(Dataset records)
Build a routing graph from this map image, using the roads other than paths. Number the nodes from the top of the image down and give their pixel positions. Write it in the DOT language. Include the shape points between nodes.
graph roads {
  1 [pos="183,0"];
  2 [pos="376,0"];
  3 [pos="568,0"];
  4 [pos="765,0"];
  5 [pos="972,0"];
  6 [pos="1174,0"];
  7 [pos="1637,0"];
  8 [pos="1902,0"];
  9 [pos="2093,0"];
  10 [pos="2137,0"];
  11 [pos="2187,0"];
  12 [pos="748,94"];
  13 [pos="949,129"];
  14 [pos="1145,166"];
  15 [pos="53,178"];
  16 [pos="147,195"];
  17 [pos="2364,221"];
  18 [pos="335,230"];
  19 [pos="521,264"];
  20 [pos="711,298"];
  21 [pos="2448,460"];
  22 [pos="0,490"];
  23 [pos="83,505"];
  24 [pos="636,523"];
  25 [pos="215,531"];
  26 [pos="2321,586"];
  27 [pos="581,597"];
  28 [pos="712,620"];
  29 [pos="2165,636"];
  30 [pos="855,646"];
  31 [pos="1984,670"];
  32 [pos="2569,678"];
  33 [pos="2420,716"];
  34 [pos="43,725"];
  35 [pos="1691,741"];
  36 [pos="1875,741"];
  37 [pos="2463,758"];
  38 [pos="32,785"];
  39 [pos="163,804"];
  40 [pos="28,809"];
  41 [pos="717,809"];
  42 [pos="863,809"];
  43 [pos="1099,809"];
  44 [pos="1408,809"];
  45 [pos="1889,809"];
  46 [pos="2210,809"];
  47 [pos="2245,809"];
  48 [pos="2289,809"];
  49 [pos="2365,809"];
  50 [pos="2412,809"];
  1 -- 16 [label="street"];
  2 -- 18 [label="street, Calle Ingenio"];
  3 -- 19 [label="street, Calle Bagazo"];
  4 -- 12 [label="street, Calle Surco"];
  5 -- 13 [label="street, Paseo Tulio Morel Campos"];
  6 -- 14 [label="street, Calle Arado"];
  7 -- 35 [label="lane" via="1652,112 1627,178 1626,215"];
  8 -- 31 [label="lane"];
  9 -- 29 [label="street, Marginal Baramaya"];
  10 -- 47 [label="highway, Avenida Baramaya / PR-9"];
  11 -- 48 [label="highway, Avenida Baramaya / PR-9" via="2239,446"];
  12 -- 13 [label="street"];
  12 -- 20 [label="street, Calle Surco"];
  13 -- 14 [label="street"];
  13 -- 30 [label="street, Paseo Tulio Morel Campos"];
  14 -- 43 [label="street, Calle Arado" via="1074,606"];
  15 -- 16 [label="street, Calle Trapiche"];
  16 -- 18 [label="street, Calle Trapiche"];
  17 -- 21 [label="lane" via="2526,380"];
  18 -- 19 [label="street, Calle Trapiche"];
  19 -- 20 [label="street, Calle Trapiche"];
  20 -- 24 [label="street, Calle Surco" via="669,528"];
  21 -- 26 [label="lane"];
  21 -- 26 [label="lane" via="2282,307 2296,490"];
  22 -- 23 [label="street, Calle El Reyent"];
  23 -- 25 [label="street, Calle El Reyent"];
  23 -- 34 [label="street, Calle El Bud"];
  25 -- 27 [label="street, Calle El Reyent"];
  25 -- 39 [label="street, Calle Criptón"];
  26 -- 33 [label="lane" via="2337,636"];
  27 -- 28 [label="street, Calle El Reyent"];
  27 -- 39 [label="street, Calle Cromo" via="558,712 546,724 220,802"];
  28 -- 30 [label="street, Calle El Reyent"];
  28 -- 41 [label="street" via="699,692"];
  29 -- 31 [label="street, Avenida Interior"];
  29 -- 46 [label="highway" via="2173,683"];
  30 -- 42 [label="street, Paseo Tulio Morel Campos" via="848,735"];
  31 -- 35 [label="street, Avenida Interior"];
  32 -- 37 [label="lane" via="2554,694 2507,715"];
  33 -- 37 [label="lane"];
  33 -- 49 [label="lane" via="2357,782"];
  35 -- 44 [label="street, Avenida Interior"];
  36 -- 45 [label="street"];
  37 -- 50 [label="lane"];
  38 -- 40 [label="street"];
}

TASK OBJECTIVE >> Every entry must appear in the answer, reproduced exactly.

SOLUTION FOR THIS PROBLEM >>
Build a routing graph from this map image, using the roads other than paths. Number the nodes from the top of the image down and give their pixel positions. Write it in the DOT language. Include the shape points between nodes.
graph roads {
  1 [pos="183,0"];
  2 [pos="376,0"];
  3 [pos="568,0"];
  4 [pos="765,0"];
  5 [pos="972,0"];
  6 [pos="1174,0"];
  7 [pos="1637,0"];
  8 [pos="1902,0"];
  9 [pos="2093,0"];
  10 [pos="2137,0"];
  11 [pos="2187,0"];
  12 [pos="748,94"];
  13 [pos="949,129"];
  14 [pos="1145,166"];
  15 [pos="53,178"];
  16 [pos="147,195"];
  17 [pos="2364,221"];
  18 [pos="335,230"];
  19 [pos="521,264"];
  20 [pos="711,298"];
  21 [pos="2448,460"];
  22 [pos="0,490"];
  23 [pos="83,505"];
  24 [pos="636,523"];
  25 [pos="215,531"];
  26 [pos="2321,586"];
  27 [pos="581,597"];
  28 [pos="712,620"];
  29 [pos="2165,636"];
  30 [pos="855,646"];
  31 [pos="1984,670"];
  32 [pos="2569,678"];
  33 [pos="2420,716"];
  34 [pos="43,725"];
  35 [pos="1691,741"];
  36 [pos="1875,741"];
  37 [pos="2463,758"];
  38 [pos="32,785"];
  39 [pos="163,804"];
  40 [pos="28,809"];
  41 [pos="717,809"];
  42 [pos="863,809"];
  43 [pos="1099,809"];
  44 [pos="1408,809"];
  45 [pos="1889,809"];
  46 [pos="2210,809"];
  47 [pos="2245,809"];
  48 [pos="2289,809"];
  49 [pos="2365,809"];
  50 [pos="2412,809"];
  1 -- 16 [label="street"];
  2 -- 18 [label="street, Calle Ingenio"];
  3 -- 19 [label="street, Calle Bagazo"];
  4 -- 12 [label="street, Calle Surco"];
  5 -- 13 [label="street, Paseo Tulio Morel Campos"];
  6 -- 14 [label="street, Calle Arado"];
  7 -- 35 [label="lane" via="1652,112 1627,178 1626,215"];
  8 -- 31 [label="lane"];
  9 -- 29 [label="street, Marginal Baramaya"];
  10 -- 47 [label="highway, Avenida Baramaya / PR-9"];
  11 -- 48 [label="highway, Avenida Baramaya / PR-9" via="2239,446"];
  12 -- 13 [label="street"];
  12 -- 20 [label="street, Calle Surco"];
  13 -- 14 [label="street"];
  13 -- 30 [label="street, Paseo Tulio Morel Campos"];
  14 -- 43 [label="street, Calle Arado" via="1074,606"];
  15 -- 16 [label="street, Calle Trapiche"];
  16 -- 18 [label="street, Calle Trapiche"];
  17 -- 21 [label="lane" via="2526,380"];
  18 -- 19 [label="street, Calle Trapiche"];
  19 -- 20 [label="street, Calle Trapiche"];
  20 -- 24 [label="street, Calle Surco" via="669,528"];
  21 -- 26 [label="lane"];
  21 -- 26 [label="lane" via="2282,307 2296,490"];
  22 -- 23 [label="street, Calle El Reyent"];
  23 -- 25 [label="street, Calle El Reyent"];
  23 -- 34 [label="street, Calle El Bud"];
  25 -- 27 [label="street, Calle El Reyent"];
  25 -- 39 [label="street, Calle Criptón"];
  26 -- 33 [label="lane" via="2337,636"];
  27 -- 28 [label="street, Calle El Reyent"];
  27 -- 39 [label="street, Calle Cromo" via="558,712 546,724 220,802"];
  28 -- 30 [label="street, Calle El Reyent"];
  28 -- 41 [label="street" via="699,692"];
  29 -- 31 [label="street, Avenida Interior"];
  29 -- 46 [label="highway" via="2173,683"];
  30 -- 42 [label="street, Paseo Tulio Morel Campos" via="848,735"];
  31 -- 35 [label="street, Avenida Interior"];
  32 -- 37 [label="lane" via="2554,694 2507,715"];
  33 -- 37 [label="lane"];
  33 -- 49 [label="lane" via="2357,782"];
  35 -- 44 [label="street, Avenida Interior"];
  36 -- 45 [label="street"];
  37 -- 50 [label="lane"];
  38 -- 40 [label="street"];
}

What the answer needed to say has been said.